Characters in Motion: On the Way to Boise

By Laurie Boris 

PrintTwo and a half hours to Boise. Margie and Wes had already gone over the calls from their last game, the weather forecast for today’s matchup, and the story of how three of Wes’s sisters had met their husbands. He said she could take a nap if she wanted, and he’d enjoy the scenery, but she was too wound up from coffee and nerves to sleep. The last time they’d umpired in that stadium, she never stopped hearing it from the home-team dugout—the insults, the catcalls, the words she couldn’t say in front of her mother. “Baseball guys cuss,” Mom might say. “What the frig did you expect?

“We could practice your interview skills,” Wes said.

“I told you.” Margie tightened her grip on the thermos of coffee between her knees. I’m done giving interviews.”

Wes drummed the fingers of his left hand against the steering wheel. “That’s it? One negative experience with a bad reporter and you’re giving up. If you’d thought like that in the academy, you wouldn’t have lasted through the first day.”

She knew exactly what he was doing. With those tapping fingers. With those soft, challenging words. He was goading her into having what he called a learning opportunity. And damn it, it was working. “Fine,” she said. “Let’s go.”

Margie capped the thermos and held it out to him like a microphone. “Wes Osterhaus, what’s it like to work with one of the first women crazy enough to put up with this crap?”
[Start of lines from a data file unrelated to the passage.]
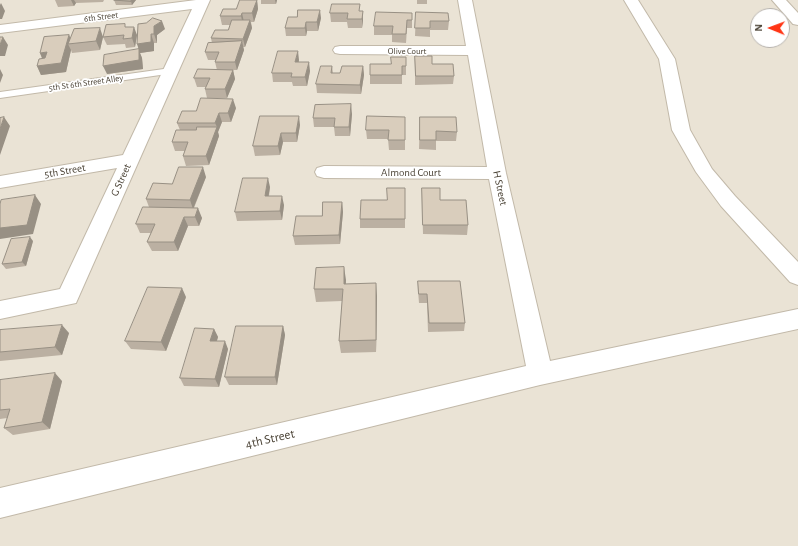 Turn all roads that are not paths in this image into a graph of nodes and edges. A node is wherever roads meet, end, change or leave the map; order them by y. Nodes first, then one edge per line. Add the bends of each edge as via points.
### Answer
1 (465, 0) edge
2 (631, 0) edge
3 (779, 0) edge
4 (202, 2) edge
5 (798, 21) edge
6 (0, 29) edge
7 (340, 50) dead end
8 (475, 51) junction
9 (171, 71) junction
10 (0, 95) edge
11 (130, 160) junction
12 (324, 172) dead end
13 (497, 173) junction
14 (0, 182) edge
15 (798, 276) edge
16 (0, 310) edge
17 (798, 319) edge
18 (540, 374) junction
19 (0, 503) edge

1 - 8 street, H Street
2 - 15 street via 667,60 681,130 705,172 728,201
3 - 5 street
4 - 6 street, 6th Street
4 - 9 street, G Street
7 - 8 street, Olive Court
8 - 13 street, H Street
9 - 10 lane, 5th St 6th Street Alley
9 - 11 street, G Street
11 - 14 street, 5th Street
11 - 16 street, G Street via 68,297
12 - 13 street, Almond Court
13 - 18 street, H Street
17 - 18 street, 4th Street
18 - 19 street, 4th Street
A faint blush rose into his freckled cheeks. “I don’t think she’s crazy. And I really like working with her. She loves baseball. She hustles on every play, and she’s always looking for opportunities to learn and grow.”

She grinned. “Because you keep shoving them in my face.”

“No. Because we’re a team. We’re supposed to challenge each other, but in a good way. To make each other better umpires. Now I get to ask you a question.”

Margie handed him the thermos. “Shoot.”

But he kept both hands on the wheel and focused intently on the road ahead. The mountains. The tall pine forests. Finally, he spoke. “As an umpire, especially in the minors when you’re being monitored and judged so frequently, looking strong and confident is very important. You have to project an image of being completely in charge. But how do you do that…when you feel so different? When you feel isolated. Like everyone else is speaking a different language, when they’re even talking to you at all?”

Margie couldn’t find her voice for a moment. And in that moment she wondered if he was referring to her or to himself. In the academy, she’d seen how the other guys treated him. They made fun of him behind his back. Called him names. All because he was smart, and had a lot of questions, and wanted to know the answers to everything. Because instead of going to dollar beer night, he was outside with his telescope, looking at the stars. So what if he was a little different? He was a damn good umpire, and he’d been the only guy in the academy who’d gone out of his way to be nice to her. She could have been partnered up with anyone that spring, and she knew how lucky she was to have ended up with him.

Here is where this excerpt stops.